Your generosity in contributing to the Lizard Island Reef Research Foundation will, I hope, be rewarded on a number of levels. On one level it will help ensure that the industries that rely upon the reef - particularly the tourism and fishing industries - continue to be sustainable and profitable.

The Great Barrier Reef is one of the best models of sustainable and multiple use of our natural resources. We should do all that is possible to ensure the continued success of this model. Our experiences in managing the Great Barrier Reef should assist us in addressing resource-use conflicts in other parts of Australia.

On a perhaps more important level, your generosity will help ensure that we have the knowledge needed to protect, for future generations, an asset that has been recognised by the world as being of 'outstanding universal value'. That is the phrase used in the World Heritage Convention. The Great Barrier was judged to have met this criterion when it was included in the list of world heritage properties in 1981.

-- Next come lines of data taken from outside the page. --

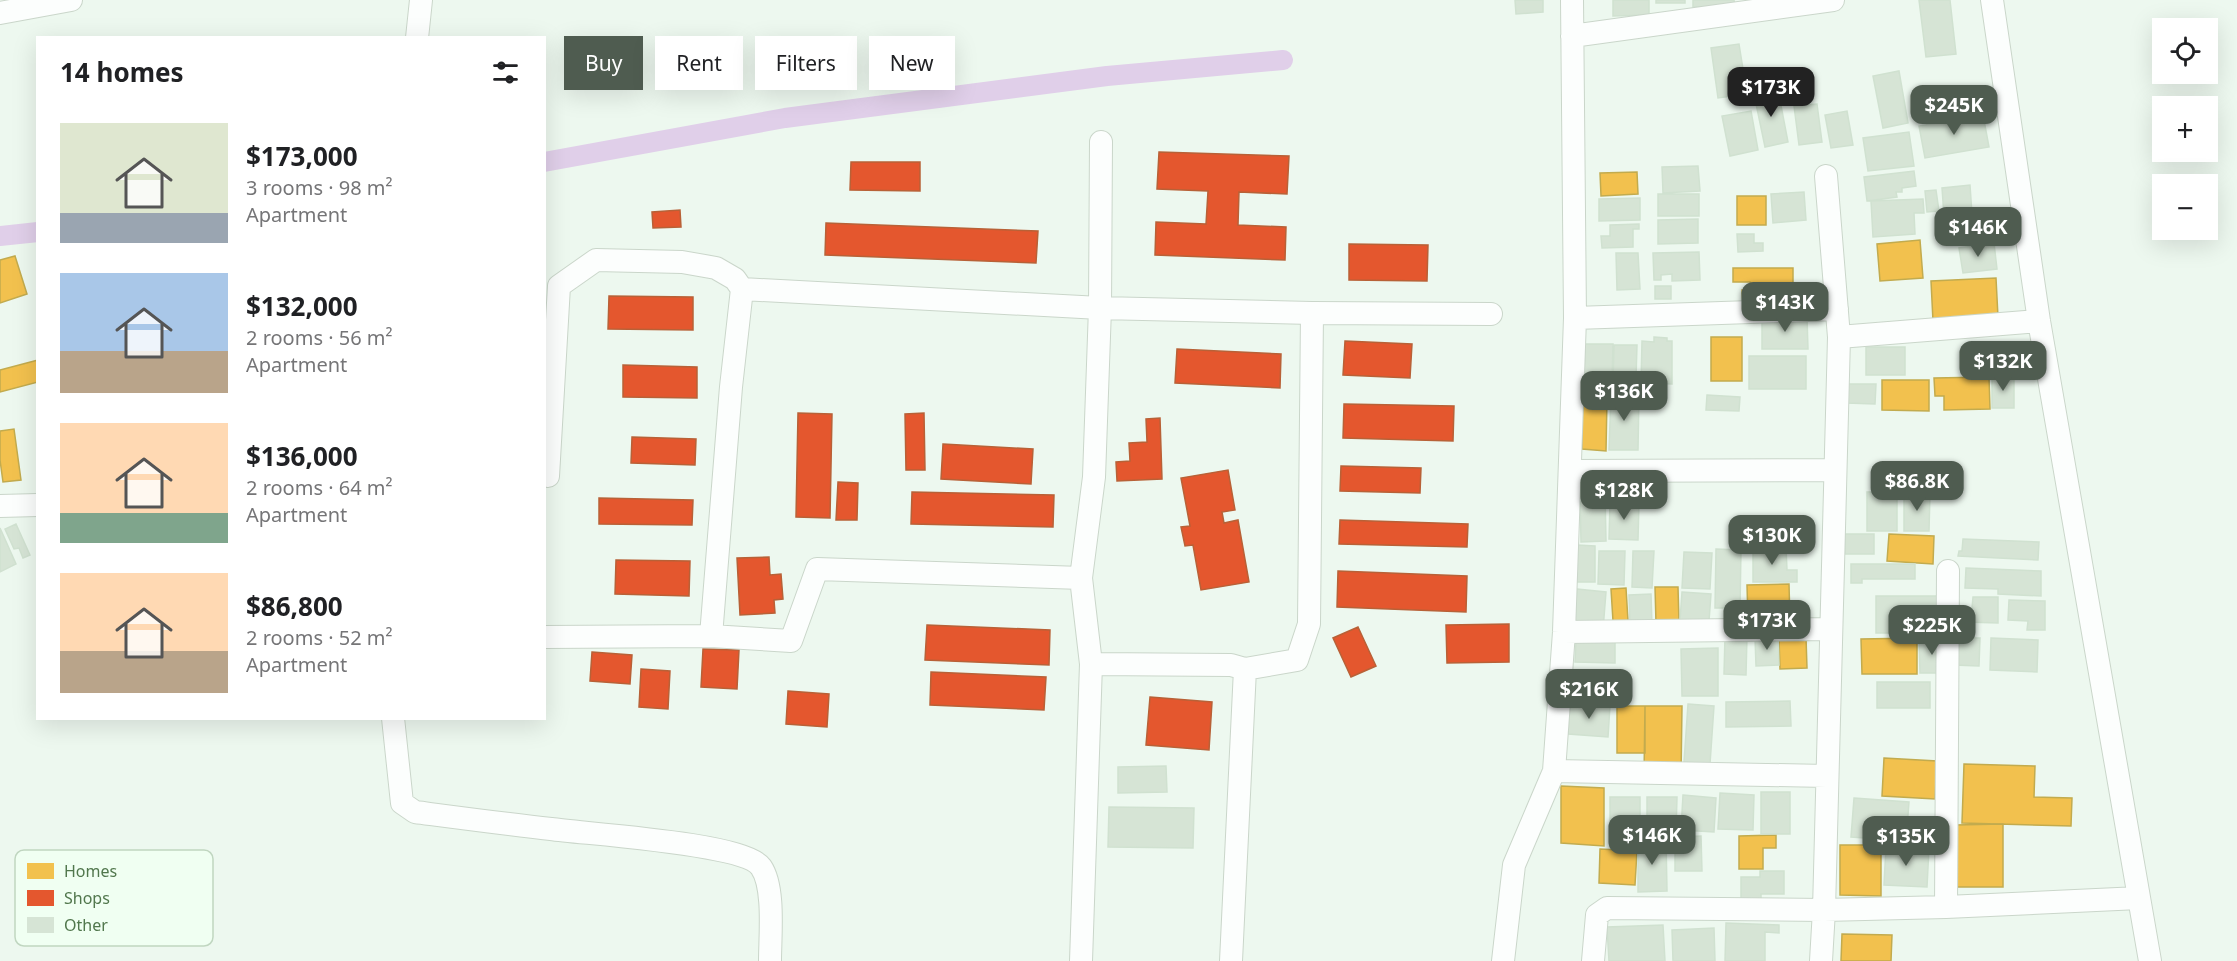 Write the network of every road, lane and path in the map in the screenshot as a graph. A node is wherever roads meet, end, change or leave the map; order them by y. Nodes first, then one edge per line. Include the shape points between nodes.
1 (71, 0) edge
2 (421, 0) edge
3 (1572, 0) edge
4 (1833, 0) edge
5 (1992, 0) edge
6 (0, 13) edge
7 (417, 36) edge
8 (1572, 36) junction
9 (1101, 142) dead end
10 (1826, 176) dead end
11 (742, 289) junction
12 (1100, 308) junction
13 (1837, 309) junction
14 (1312, 313) junction
15 (1491, 314) dead end
16 (1575, 318) junction
17 (2039, 321) junction
18 (1839, 337) junction
19 (1835, 470) junction
20 (1571, 471) junction
21 (548, 476) dead end
22 (36, 505) edge
23 (0, 506) edge
24 (1948, 571) dead end
25 (1081, 578) junction
26 (1831, 629) junction
27 (1564, 632) junction
28 (711, 636) junction
29 (546, 637) edge
30 (1091, 664) junction
31 (1245, 669) junction
32 (393, 720) edge
33 (1554, 771) junction
34 (1827, 776) junction
35 (2139, 898) junction
36 (1947, 907) junction
37 (1824, 910) junction
38 (770, 961) edge
39 (1081, 961) edge
40 (1231, 961) edge
41 (1503, 961) edge
42 (1593, 961) edge
43 (1821, 961) edge
44 (2150, 961) edge

1 - 6 street
2 - 7 street
3 - 8 street
4 - 8 street
5 - 17 street
8 - 16 street
9 - 12 street
10 - 13 street
11 - 12 street
11 - 21 street via 735,279 716,268 682,262 596,260 559,286
11 - 28 street
12 - 14 street
12 - 25 street via 1094,477
13 - 16 street
13 - 18 street
14 - 15 street
14 - 31 street via 1309,624 1297,660
16 - 20 street
17 - 18 street
17 - 35 street
18 - 19 street
19 - 20 street
19 - 26 street
20 - 27 street
22 - 23 street
24 - 36 street
25 - 28 street via 818,569 791,641
25 - 30 street
26 - 27 street
26 - 34 street
27 - 33 street
28 - 29 street
30 - 31 street via 1231,665
30 - 39 street
31 - 40 street
32 - 38 street via 402,803 415,812 657,839 740,855 760,865 769,885
33 - 34 street
33 - 41 street via 1514,865
34 - 37 street
35 - 36 street
35 - 44 street
36 - 37 street
37 - 42 street via 1607,908 1597,915
37 - 43 street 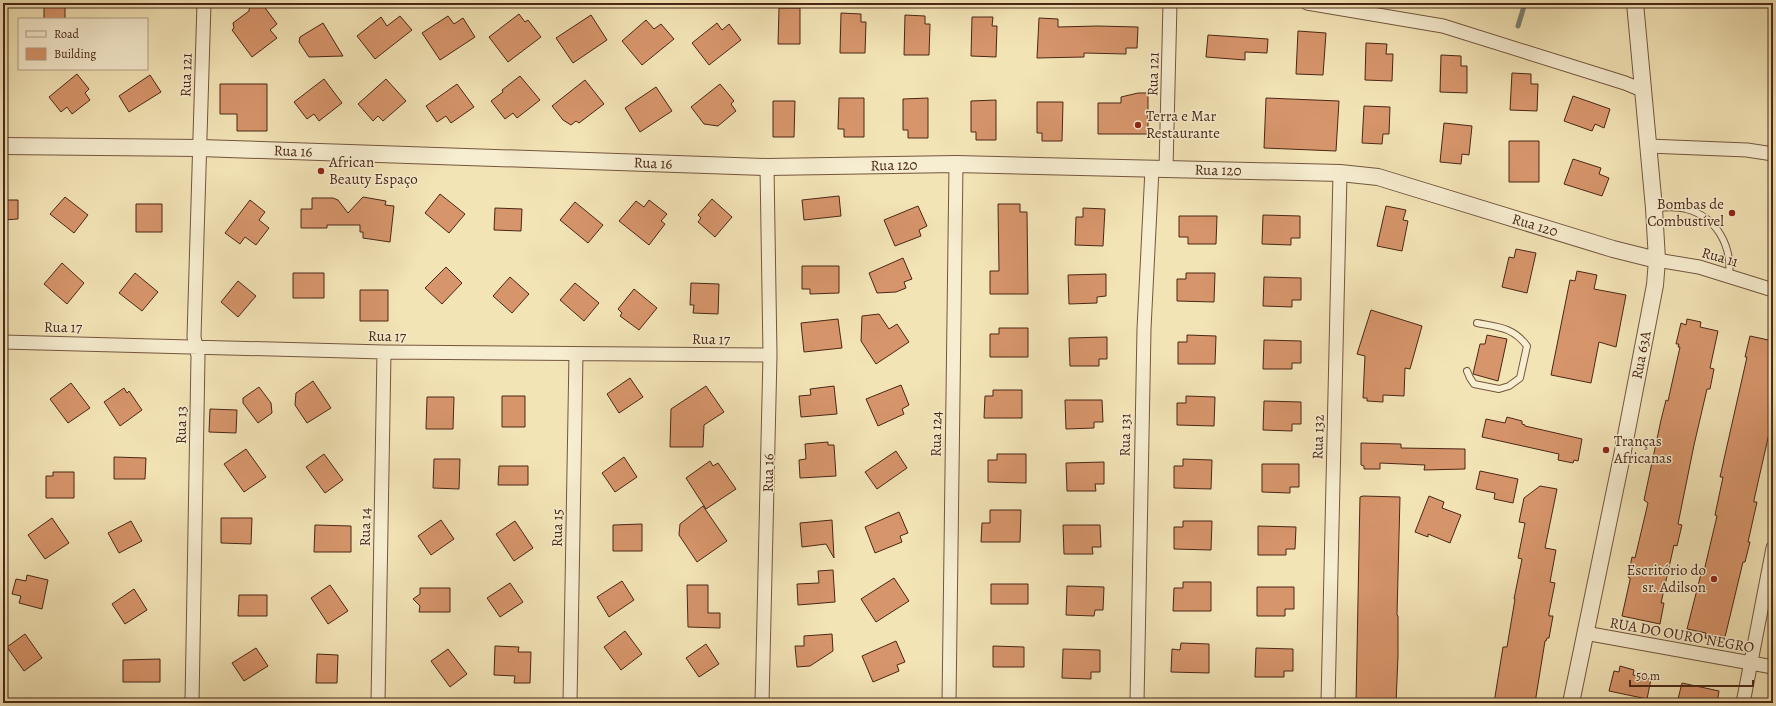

Australians place a high value on the protection of our environment. It is a value that cannot, in many cases, be assessed in economic terms. I think it is important that Australian's recognise that protecting our environment is an objective that should be given a priority equal to our other objectives, such as economic growth. The Lizard Island Reef Research Foundation demonstrates the capacity of Australians to do this.

Research/management issues

The research and monitoring projects carried out at Lizard Island play a crucially important role in the management of the Reef and in the evaluation of these management efforts.

I note that the Lizard Island Research Station has a number of interesting projects including:

studies on the rehabilitation and restoration of coral reef using replanted coral pieces;

studies on the juvenile stage of the crown-of-thorns starfish;

the effects of prawn trawl bycatch on seabird populations;

the behaviour of fish larvae; as well as

long-term involvement in GBRMPA's water quality monitoring program for the Great Barrier Reef

The International Coral Reef Initiative (ICRI)

Over the past 20 years, Australia, through its research community and the Great Barrier Reef Marine Park Authority, has developed considerable expertise in the ecologically sustainable management of coral reefs and related ecosystems.

This expertise is becoming increasingly recognised internationally.

For example, earlier this year Australia, one of the founding partners of the International Coral Reef Initiative (ICRI),was invited to assume leadership of ICRI for a two year term.

ICRI is a global partnership of individual countries, non-government organisations and the private sector, along with international and regional organisations.

The partnership was established because of increasing concern about the global decline of coral reefs.

If allowed to continue, this decline may lead to a loss of most of the world's coral reefs during the next century. Many of these reefs are in the waters of developing nations. This emphasises Australia's special responsibility to contribute to the global understanding and conservation of coral reefs. The Foundation, I believe, is helping Australia discharge this responsibility.

In taking over the stewardship of ICRI, Australia is now well positioned to play a key role in strengthening the capacity of countries in the Asia-Pacific region to protect coral reefs and to use their reef resources wisely.

I have no doubt that the experience and expertise of GBRMPA will ensure that Australia's term as Secretariat will be marked by success.

CONCLUSION

The Great Barrier Reef is one of the world's natural wonders and it is in recognition of this that it has been included on the World Heritage List.

As custodians, we are responsible for preserving the Reef not only for present and future generations of Australians but also for the rest of the world.

Research Stations such as Lizard Island have an important contribution to make in assisting Australia to meet its national and international responsibilities in relation to the Great Barrier Reef.

Your support for the Lizard Island Research Station is warmly appreciated.